[Collected data entries]
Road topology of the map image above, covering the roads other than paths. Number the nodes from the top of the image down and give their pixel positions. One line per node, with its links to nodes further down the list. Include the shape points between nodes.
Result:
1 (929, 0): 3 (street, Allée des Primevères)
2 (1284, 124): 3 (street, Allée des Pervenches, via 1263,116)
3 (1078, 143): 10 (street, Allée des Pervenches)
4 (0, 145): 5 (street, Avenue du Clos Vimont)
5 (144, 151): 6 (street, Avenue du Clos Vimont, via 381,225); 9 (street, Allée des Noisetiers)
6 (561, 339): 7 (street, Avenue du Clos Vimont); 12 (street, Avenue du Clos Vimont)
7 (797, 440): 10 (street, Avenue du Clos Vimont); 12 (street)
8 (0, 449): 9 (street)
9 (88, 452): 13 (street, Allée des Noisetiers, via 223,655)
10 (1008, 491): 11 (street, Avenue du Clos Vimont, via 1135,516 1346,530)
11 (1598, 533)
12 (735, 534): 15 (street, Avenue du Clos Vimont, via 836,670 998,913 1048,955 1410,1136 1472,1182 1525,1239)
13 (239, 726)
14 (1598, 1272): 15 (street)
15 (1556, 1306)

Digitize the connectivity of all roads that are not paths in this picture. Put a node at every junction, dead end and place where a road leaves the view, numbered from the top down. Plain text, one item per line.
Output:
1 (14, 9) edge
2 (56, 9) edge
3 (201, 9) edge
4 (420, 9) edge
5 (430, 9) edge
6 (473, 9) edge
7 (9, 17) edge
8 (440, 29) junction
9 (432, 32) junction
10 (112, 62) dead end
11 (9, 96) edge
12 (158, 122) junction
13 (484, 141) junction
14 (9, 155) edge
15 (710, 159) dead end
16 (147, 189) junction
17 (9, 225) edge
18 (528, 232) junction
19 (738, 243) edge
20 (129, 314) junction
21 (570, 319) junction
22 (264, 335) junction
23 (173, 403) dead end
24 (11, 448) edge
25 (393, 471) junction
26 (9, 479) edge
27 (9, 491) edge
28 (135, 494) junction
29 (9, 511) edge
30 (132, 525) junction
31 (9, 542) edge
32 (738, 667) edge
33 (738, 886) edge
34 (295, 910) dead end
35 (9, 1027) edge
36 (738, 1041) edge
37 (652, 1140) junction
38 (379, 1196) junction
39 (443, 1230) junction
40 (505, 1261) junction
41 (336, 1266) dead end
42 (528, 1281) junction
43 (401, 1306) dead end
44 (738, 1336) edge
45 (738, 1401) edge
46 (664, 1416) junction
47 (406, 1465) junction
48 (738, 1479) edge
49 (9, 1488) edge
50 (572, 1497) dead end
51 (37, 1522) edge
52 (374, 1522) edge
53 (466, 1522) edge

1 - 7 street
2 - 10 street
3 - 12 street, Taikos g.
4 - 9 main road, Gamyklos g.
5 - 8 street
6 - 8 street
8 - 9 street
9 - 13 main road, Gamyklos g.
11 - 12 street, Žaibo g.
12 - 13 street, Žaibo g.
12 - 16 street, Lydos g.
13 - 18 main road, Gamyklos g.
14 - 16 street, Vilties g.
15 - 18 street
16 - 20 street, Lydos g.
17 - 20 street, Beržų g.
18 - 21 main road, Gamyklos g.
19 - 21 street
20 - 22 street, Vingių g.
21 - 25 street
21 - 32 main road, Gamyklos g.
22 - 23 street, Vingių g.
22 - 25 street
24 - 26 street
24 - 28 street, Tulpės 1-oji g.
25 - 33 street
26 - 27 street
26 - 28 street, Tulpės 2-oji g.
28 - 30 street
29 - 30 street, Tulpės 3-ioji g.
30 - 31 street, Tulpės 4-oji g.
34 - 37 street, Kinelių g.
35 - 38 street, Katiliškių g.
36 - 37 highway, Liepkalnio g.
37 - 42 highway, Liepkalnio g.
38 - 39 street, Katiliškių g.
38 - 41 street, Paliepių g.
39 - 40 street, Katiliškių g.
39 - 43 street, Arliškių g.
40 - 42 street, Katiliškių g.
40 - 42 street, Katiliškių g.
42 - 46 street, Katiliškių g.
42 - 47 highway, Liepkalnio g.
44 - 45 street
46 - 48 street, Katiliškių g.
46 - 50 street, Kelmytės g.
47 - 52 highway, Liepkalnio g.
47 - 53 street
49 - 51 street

- WHAT TO PRODUCE: Could you write out the full data verbatim?

- EXERCISE SOLUTION:
Road topology of the map image above, covering the roads other than paths. Number the nodes from the top of the image down and give their pixel positions. One line per node, with its links to nodes further down the list. Include the shape points between nodes.
Result:
1 (929, 0): 3 (street, Allée des Primevères)
2 (1284, 124): 3 (street, Allée des Pervenches, via 1263,116)
3 (1078, 143): 10 (street, Allée des Pervenches)
4 (0, 145): 5 (street, Avenue du Clos Vimont)
5 (144, 151): 6 (street, Avenue du Clos Vimont, via 381,225); 9 (street, Allée des Noisetiers)
6 (561, 339): 7 (street, Avenue du Clos Vimont); 12 (street, Avenue du Clos Vimont)
7 (797, 440): 10 (street, Avenue du Clos Vimont); 12 (street)
8 (0, 449): 9 (street)
9 (88, 452): 13 (street, Allée des Noisetiers, via 223,655)
10 (1008, 491): 11 (street, Avenue du Clos Vimont, via 1135,516 1346,530)
11 (1598, 533)
12 (735, 534): 15 (street, Avenue du Clos Vimont, via 836,670 998,913 1048,955 1410,1136 1472,1182 1525,1239)
13 (239, 726)
14 (1598, 1272): 15 (street)
15 (1556, 1306)

Digitize the connectivity of all roads that are not paths in this picture. Put a node at every junction, dead end and place where a road leaves the view, numbered from the top down. Plain text, one item per line.
Output:
1 (14, 9) edge
2 (56, 9) edge
3 (201, 9) edge
4 (420, 9) edge
5 (430, 9) edge
6 (473, 9) edge
7 (9, 17) edge
8 (440, 29) junction
9 (432, 32) junction
10 (112, 62) dead end
11 (9, 96) edge
12 (158, 122) junction
13 (484, 141) junction
14 (9, 155) edge
15 (710, 159) dead end
16 (147, 189) junction
17 (9, 225) edge
18 (528, 232) junction
19 (738, 243) edge
20 (129, 314) junction
21 (570, 319) junction
22 (264, 335) junction
23 (173, 403) dead end
24 (11, 448) edge
25 (393, 471) junction
26 (9, 479) edge
27 (9, 491) edge
28 (135, 494) junction
29 (9, 511) edge
30 (132, 525) junction
31 (9, 542) edge
32 (738, 667) edge
33 (738, 886) edge
34 (295, 910) dead end
35 (9, 1027) edge
36 (738, 1041) edge
37 (652, 1140) junction
38 (379, 1196) junction
39 (443, 1230) junction
40 (505, 1261) junction
41 (336, 1266) dead end
42 (528, 1281) junction
43 (401, 1306) dead end
44 (738, 1336) edge
45 (738, 1401) edge
46 (664, 1416) junction
47 (406, 1465) junction
48 (738, 1479) edge
49 (9, 1488) edge
50 (572, 1497) dead end
51 (37, 1522) edge
52 (374, 1522) edge
53 (466, 1522) edge

1 - 7 street
2 - 10 street
3 - 12 street, Taikos g.
4 - 9 main road, Gamyklos g.
5 - 8 street
6 - 8 street
8 - 9 street
9 - 13 main road, Gamyklos g.
11 - 12 street, Žaibo g.
12 - 13 street, Žaibo g.
12 - 16 street, Lydos g.
13 - 18 main road, Gamyklos g.
14 - 16 street, Vilties g.
15 - 18 street
16 - 20 street, Lydos g.
17 - 20 street, Beržų g.
18 - 21 main road, Gamyklos g.
19 - 21 street
20 - 22 street, Vingių g.
21 - 25 street
21 - 32 main road, Gamyklos g.
22 - 23 street, Vingių g.
22 - 25 street
24 - 26 street
24 - 28 street, Tulpės 1-oji g.
25 - 33 street
26 - 27 street
26 - 28 street, Tulpės 2-oji g.
28 - 30 street
29 - 30 street, Tulpės 3-ioji g.
30 - 31 street, Tulpės 4-oji g.
34 - 37 street, Kinelių g.
35 - 38 street, Katiliškių g.
36 - 37 highway, Liepkalnio g.
37 - 42 highway, Liepkalnio g.
38 - 39 street, Katiliškių g.
38 - 41 street, Paliepių g.
39 - 40 street, Katiliškių g.
39 - 43 street, Arliškių g.
40 - 42 street, Katiliškių g.
40 - 42 street, Katiliškių g.
42 - 46 street, Katiliškių g.
42 - 47 highway, Liepkalnio g.
44 - 45 street
46 - 48 street, Katiliškių g.
46 - 50 street, Kelmytės g.
47 - 52 highway, Liepkalnio g.
47 - 53 street
49 - 51 street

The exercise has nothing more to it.